My kids have their annual Walkathon fundraiser next week at school. Last Friday, we had a kick off assembly complete with a magician and the local high school cheerleading squad. I ended the assembly talking to them about fitness and how to put into their daily lives. I was a bit shocked to hear how many of them liked push ups! I lead them in a five-minute hip hop routine and yoga stretch.

I did some hip hop since, like most dance, is based on walking. It is also pretty easy for kids (and adults). It was really fun. But now I am 'the hip hop mom'. Here's a secret...I am a white girl from the suburbs of Chicago that can apparently fake enough dance to make people think I am a real dancer (there were rumors around my husband's work that we were professional ballroom dancers!). I have been booked for future engagements.

But what was even better was when I went to school to help our first grader celebrate his birthday. I was greeted with "Hey, I exercised today! I did some push ups!" "I did some dancing last night with my mom." "I have been doing lots of walking!" What? They listened to me? They did what I told them was right? My five minutes of fun fitness translated into a week of wellness? It felt nice to push fitness into their lives and have them so excited about it, that they want to share it with me.

I go back next week, so we'll see what they have done and what stories they have to share.

Thursday, September 16, 2010

Trust in them

I think a key component to my parenting (and teaching) is trust. I trust children.

I trust children to find what they need to grow and learn.
(I can provide them materials and experiences they ask for--and some healthy food).

I trust children to explore and experiment to make sense of the world around them.
(I can provide them a safe and rich environment).

I trust children to take calculated risks and learn from the outcomes.
(I can provide support and encouragement without judgement--and band aids).

I trust children to seek comfort when they are sad or angry.
(I can provide a lap to cuddle in).

I trust children to express their feelings loud and clear.
(I can provide them with space and language to let it out).

I trust children need to be children.
(I can provide them love and understanding for who they are without prejudice).

Tuesday, September 07, 2010

School is in full swing!

"Mom, what day is it?" Its Thursday. "Oh....I don't go to school on Thursdays."--the kindergartener says the second week of school.

By now, everyone in our house is in school (even psych class!).
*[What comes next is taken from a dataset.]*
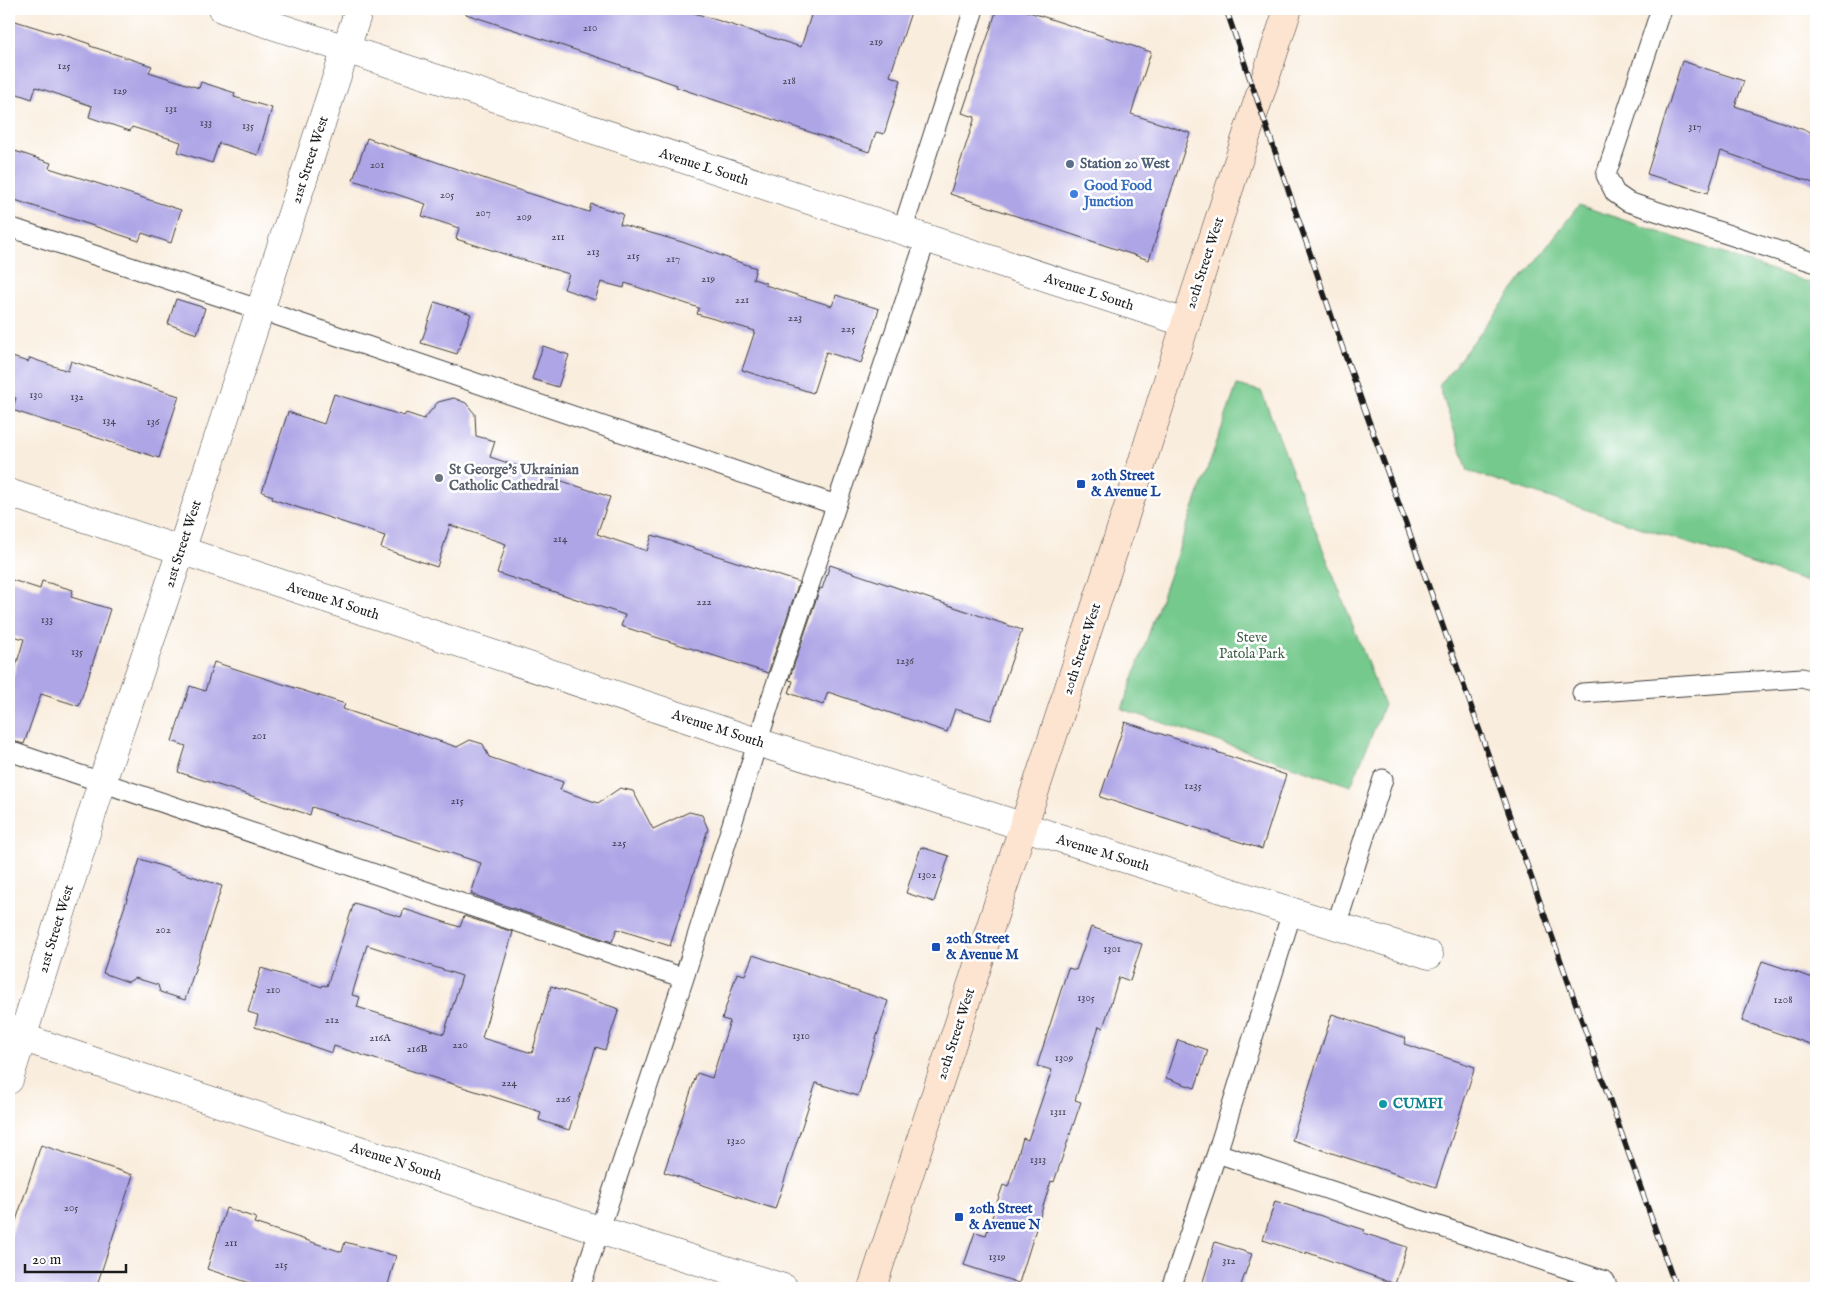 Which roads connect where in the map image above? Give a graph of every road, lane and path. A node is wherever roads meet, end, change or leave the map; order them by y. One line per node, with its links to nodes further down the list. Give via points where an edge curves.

My kids always need some adjustment time. After doing this for several years, I think I have figured out most of the tricks of the trade on getting them adjusted.

Although they have all asked, I don't grant sick or personal days the first month of school (this year is the exception as my daughter was actually sick one day). They go, everyday, all day as much as possible.

Expect tantrums, naps, and ravenous hunger after school. They are exhausted when they get home, rightfully so. Our basic strategy is snack immediately and chill out time of their choosing (usually some TV). Maybe even some cuddling. I don't even ask too much about their day (we wait until diner)...just veg time.

Bedtime! Early bedtime! After dinner we might do outside, walk, game, or a quick TV show (if nothing was watched earlier). But then it is bedtime. If they haven't dropped before dinner, by 730pm, the younger ones are drifting off. Don't want to sleep that early, read as much as you want in your bed (this usually amounts to 5-10mins).

As I am very busy as well the first few weeks of school, I try hard to plan dinners ahead so we can eat together and eat well. And have some good breakfast choices on hand for the mornings.

Its take some time but it will fall into rhythm.